[Saved data entries]
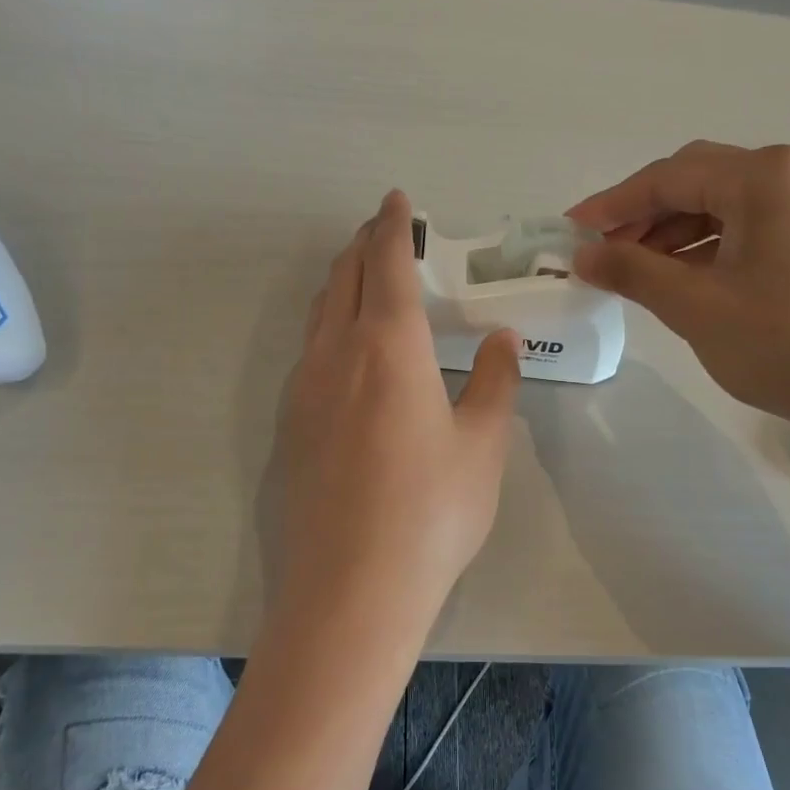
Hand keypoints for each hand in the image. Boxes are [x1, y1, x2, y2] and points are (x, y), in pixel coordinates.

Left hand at [271, 191, 521, 626]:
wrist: (350, 589)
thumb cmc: (430, 511)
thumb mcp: (482, 445)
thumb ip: (495, 382)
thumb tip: (501, 340)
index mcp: (389, 347)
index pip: (386, 264)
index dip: (392, 226)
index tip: (395, 200)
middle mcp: (337, 354)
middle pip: (343, 278)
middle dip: (362, 245)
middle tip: (383, 230)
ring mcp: (304, 390)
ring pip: (319, 313)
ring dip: (340, 282)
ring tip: (362, 278)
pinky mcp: (289, 425)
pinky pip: (308, 351)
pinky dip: (328, 325)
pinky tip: (345, 351)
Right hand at [567, 141, 789, 440]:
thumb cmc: (787, 344)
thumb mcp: (696, 306)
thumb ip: (632, 271)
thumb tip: (582, 255)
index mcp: (766, 176)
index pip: (669, 176)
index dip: (613, 203)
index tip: (571, 229)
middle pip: (698, 181)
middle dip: (644, 215)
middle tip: (604, 253)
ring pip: (725, 205)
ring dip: (676, 232)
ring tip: (638, 271)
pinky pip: (753, 226)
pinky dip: (712, 245)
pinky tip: (687, 278)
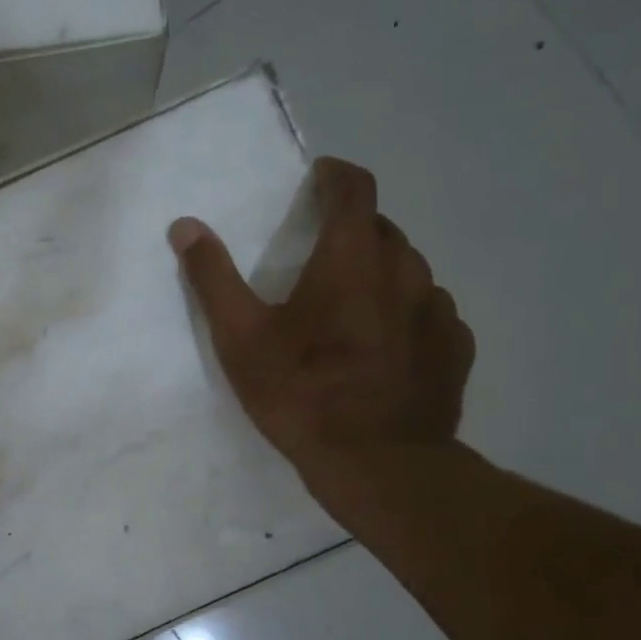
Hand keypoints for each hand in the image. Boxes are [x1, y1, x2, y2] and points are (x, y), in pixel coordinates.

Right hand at [169, 157, 474, 502]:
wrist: (377, 463)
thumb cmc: (302, 394)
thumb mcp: (241, 340)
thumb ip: (214, 278)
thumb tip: (185, 226)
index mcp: (352, 258)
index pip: (354, 189)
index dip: (335, 176)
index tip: (319, 179)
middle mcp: (405, 270)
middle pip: (382, 230)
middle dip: (352, 232)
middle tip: (321, 260)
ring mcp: (438, 309)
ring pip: (409, 272)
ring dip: (380, 276)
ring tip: (352, 311)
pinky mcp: (455, 348)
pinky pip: (430, 313)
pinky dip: (406, 316)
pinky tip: (386, 349)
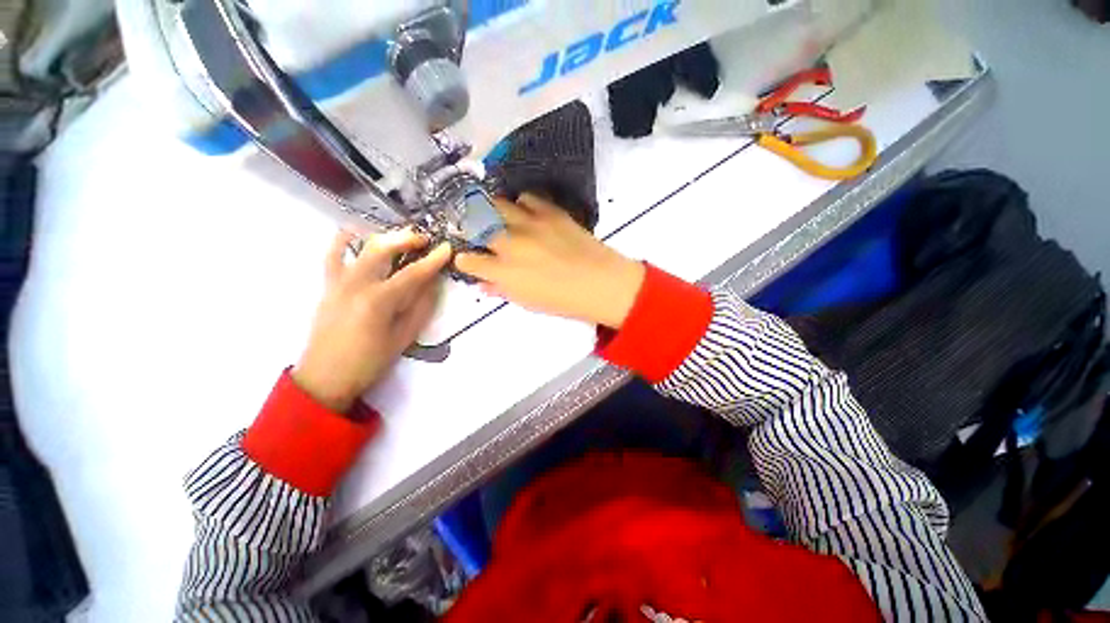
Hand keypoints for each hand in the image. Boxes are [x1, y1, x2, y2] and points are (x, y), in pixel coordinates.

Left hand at [293, 229, 450, 412]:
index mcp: (378, 301)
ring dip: (382, 237)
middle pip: (382, 249)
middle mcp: (356, 285)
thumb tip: (433, 284)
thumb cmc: (369, 362)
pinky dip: (342, 242)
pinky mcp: (327, 287)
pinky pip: (331, 257)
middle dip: (406, 239)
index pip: (412, 274)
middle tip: (424, 240)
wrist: (325, 377)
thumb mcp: (403, 337)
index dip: (432, 260)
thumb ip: (420, 308)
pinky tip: (353, 232)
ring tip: (400, 238)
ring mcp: (338, 283)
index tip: (447, 248)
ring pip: (359, 248)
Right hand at [455, 194, 644, 327]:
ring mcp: (530, 224)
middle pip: (476, 225)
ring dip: (494, 212)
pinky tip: (527, 213)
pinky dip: (522, 204)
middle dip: (471, 227)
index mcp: (504, 272)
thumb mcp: (528, 302)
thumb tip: (484, 283)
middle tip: (476, 231)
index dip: (465, 260)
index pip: (468, 261)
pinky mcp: (550, 212)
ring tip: (501, 219)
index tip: (467, 260)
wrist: (600, 283)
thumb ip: (502, 290)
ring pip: (497, 205)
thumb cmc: (563, 301)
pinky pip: (527, 198)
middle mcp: (510, 244)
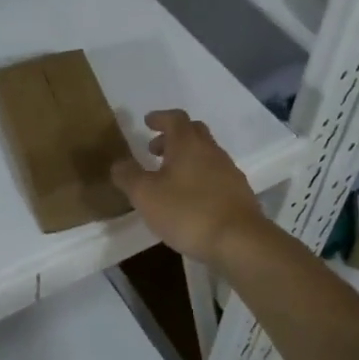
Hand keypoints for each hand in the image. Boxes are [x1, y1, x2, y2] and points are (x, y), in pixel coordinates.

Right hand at [112, 110, 268, 267]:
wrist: (240, 241)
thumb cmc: (187, 212)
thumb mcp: (145, 195)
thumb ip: (128, 176)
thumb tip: (118, 163)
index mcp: (188, 144)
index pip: (175, 118)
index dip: (160, 118)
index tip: (147, 122)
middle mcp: (211, 151)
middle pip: (193, 132)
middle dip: (173, 137)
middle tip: (155, 150)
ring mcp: (229, 171)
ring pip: (206, 154)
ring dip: (187, 158)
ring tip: (169, 178)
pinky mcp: (239, 193)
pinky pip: (215, 175)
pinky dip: (200, 177)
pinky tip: (190, 198)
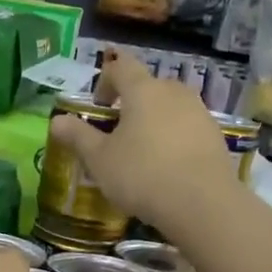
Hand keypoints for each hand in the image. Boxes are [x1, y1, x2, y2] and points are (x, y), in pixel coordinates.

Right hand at [50, 50, 234, 232]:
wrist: (203, 204)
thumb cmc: (142, 175)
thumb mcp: (99, 159)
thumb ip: (78, 136)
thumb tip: (56, 120)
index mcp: (143, 90)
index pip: (121, 66)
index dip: (105, 80)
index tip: (98, 107)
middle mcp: (174, 92)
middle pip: (148, 86)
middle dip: (130, 103)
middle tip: (116, 132)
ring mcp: (199, 112)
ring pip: (170, 107)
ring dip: (153, 121)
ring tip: (142, 152)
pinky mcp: (216, 136)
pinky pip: (187, 127)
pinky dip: (174, 138)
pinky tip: (167, 167)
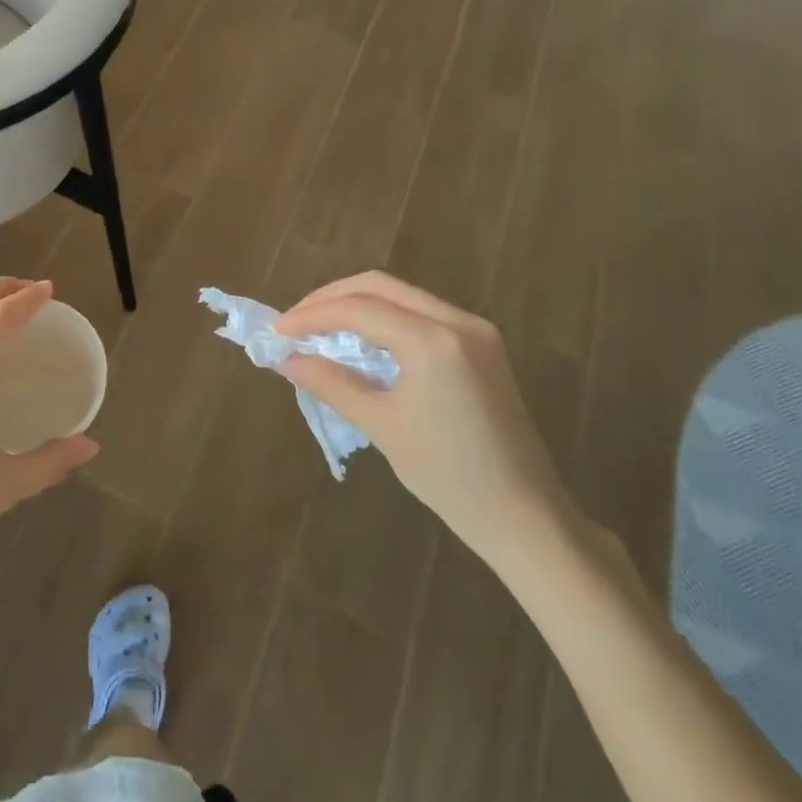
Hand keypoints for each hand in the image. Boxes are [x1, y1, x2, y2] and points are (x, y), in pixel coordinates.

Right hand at [274, 272, 575, 568]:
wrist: (525, 515)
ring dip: (357, 305)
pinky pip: (421, 313)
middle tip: (295, 322)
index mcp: (433, 341)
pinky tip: (361, 340)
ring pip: (401, 295)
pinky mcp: (482, 344)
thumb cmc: (448, 476)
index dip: (311, 315)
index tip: (276, 331)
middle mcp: (457, 321)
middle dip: (330, 298)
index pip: (358, 309)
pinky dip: (384, 318)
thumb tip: (286, 360)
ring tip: (319, 329)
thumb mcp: (381, 426)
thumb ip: (330, 383)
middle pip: (379, 286)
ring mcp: (475, 329)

> **Problem**
Write the entries out in full and exactly, omitting every picture.

> **Answer space**
Hand keypoints for each hand in the image. Boxes are [x1, y1, x2, y2] and points are (x, y), in pixel coordinates.

Left hand at [271, 191, 521, 626]:
wrist: (350, 589)
thumb cmc: (430, 511)
thumb mcp: (482, 445)
thumb ip: (495, 382)
thumb tip: (501, 340)
index mcp: (389, 347)
index pip: (386, 264)
index dip: (392, 226)
index tip: (395, 200)
middle mcp: (337, 354)
middle pip: (343, 278)
middle dip: (362, 245)
middle tip: (383, 230)
ring mcp: (304, 390)
ring pip: (319, 313)
ring dip: (340, 282)
ring tip: (362, 278)
pinky mcp: (289, 425)
pinky pip: (308, 351)
pinky dip: (328, 325)
pinky tip: (345, 351)
Right hand at [567, 141, 789, 440]:
thumb cmc: (787, 344)
thumb mcp: (696, 306)
thumb ip: (632, 271)
thumb tip: (582, 255)
index mcp: (766, 176)
index pip: (669, 176)
index dip: (613, 203)
index tip: (571, 229)
middle pip: (698, 181)
middle dip: (644, 215)
middle tip: (604, 253)
ring pip: (725, 205)
ring dip: (676, 232)
ring tip: (638, 271)
pinky pip: (753, 226)
pinky dip: (712, 245)
pinky tip: (687, 278)
Hand keypoints for each hand in the image. Boxes are [x1, y1, x2, y2] and points are (x, y), in pixel coordinates.

Right hand at [169, 157, 474, 502]:
wrist: (377, 463)
thumb cmc: (302, 394)
thumb mcp: (241, 340)
thumb ip: (214, 278)
thumb tip: (185, 226)
index mcp: (352, 258)
index pip: (354, 189)
index dip: (335, 176)
index tip: (319, 179)
middle mcp: (405, 270)
middle pip: (382, 230)
middle dip: (352, 232)
middle tip: (321, 260)
ring mcp: (438, 309)
ring pip: (409, 272)
ring dip: (380, 276)
ring tip: (352, 311)
pinky mcp: (455, 348)
pinky pip: (430, 313)
pinky dip: (406, 316)
pinky tip: (386, 349)
Hand keypoints for each hand in the image. Boxes are [x1, y1, x2, y2] and points are (x, y), in pixel coordinates.

Left hand at [293, 229, 450, 412]:
index mcp: (378, 301)
ring dip: (382, 237)
middle pip: (382, 249)
middle mcp: (356, 285)
thumb tip: (433, 284)
thumb cmc: (369, 362)
pinky dip: (342, 242)
pinky mcp: (327, 287)
pinky pip: (331, 257)
middle dip: (406, 239)
index pip: (412, 274)
middle tip: (424, 240)
wrist: (325, 377)
thumb mcp: (403, 337)
index dip: (432, 260)
thumb ip: (420, 308)
pinky tip: (353, 232)
ring tip: (400, 238)
ring mcp: (338, 283)
index tip: (447, 248)
ring pip: (359, 248)
Right hand at [455, 194, 644, 327]:
ring mcp: (530, 224)
middle pip: (476, 225)
ring dip: (494, 212)
pinky tip: (527, 213)
pinky dip: (522, 204)
middle dip: (471, 227)
index mcp: (504, 272)
thumb mcp: (528, 302)
thumb tip: (484, 283)
middle tip: (476, 231)
index dip: (465, 260)
index pip: (468, 261)
pinky mcp: (550, 212)
ring tip: (501, 219)
index tip: (467, 260)
wrist: (600, 283)
thumb ip: (502, 290)
ring pip: (497, 205)
thumb cmc: (563, 301)
pinky pip: (527, 198)
middle mcp: (510, 244)
Hand keypoints for each hand in the image. Boxes are [x1, y1, x2, y2] and points are (x, y), in pixel coordinates.

Right hand at [112, 110, 268, 267]:
wrist: (240, 241)
thumb cmc: (187, 212)
thumb mcp: (145, 195)
thumb ip: (128, 176)
thumb tip: (118, 163)
index mcp: (188, 144)
index pip: (175, 118)
index dip: (160, 118)
index tip: (147, 122)
middle mcp: (211, 151)
middle pip: (193, 132)
middle dip: (173, 137)
middle tip: (155, 150)
ring mcp: (229, 171)
ring pip: (206, 154)
ring dip: (187, 158)
ring tip: (169, 178)
pinky mcp: (239, 193)
pinky pip: (215, 175)
pinky dip: (200, 177)
pinky tip: (190, 198)
Hand keypoints for each hand in the image. Boxes are [x1, y1, x2, y2] and points are (x, y), in pixel coordinates.

Right hand at [50, 50, 234, 232]:
wrist: (203, 204)
thumb cmc: (142, 175)
thumb mcp: (99, 159)
thumb ip: (78, 136)
thumb tip: (56, 120)
index mcp: (143, 90)
index pip: (121, 66)
index dip: (105, 80)
index tip: (98, 107)
middle mcp: (174, 92)
middle pip: (148, 86)
middle dip: (130, 103)
middle tip: (116, 132)
ring mcp: (199, 112)
ring pip: (170, 107)
ring dip: (153, 121)
ring tip: (142, 152)
pinky mcp: (216, 136)
pinky pip: (187, 127)
pinky dip: (174, 138)
pinky tip: (167, 167)
Hand keypoints for each hand in the image. Boxes are [x1, y1, x2, y2] and points are (x, y), in pixel coordinates.

Right hand at [274, 272, 575, 568]:
wrist: (525, 515)
ring dip: (357, 305)
pinky pip: (421, 313)
middle tip: (295, 322)
index mcp: (433, 341)
pinky tip: (361, 340)
ring pip: (401, 295)
pinky mcp: (482, 344)
thumb cmc: (448, 476)
index dip: (311, 315)
index tip: (276, 331)
middle mcp: (457, 321)
middle dip: (330, 298)
index pip: (358, 309)
pinky dip: (384, 318)
thumb tip: (286, 360)
ring tip: (319, 329)
thumb mcp: (381, 426)
thumb ip: (330, 383)
middle pip: (379, 286)
ring mcp: (475, 329)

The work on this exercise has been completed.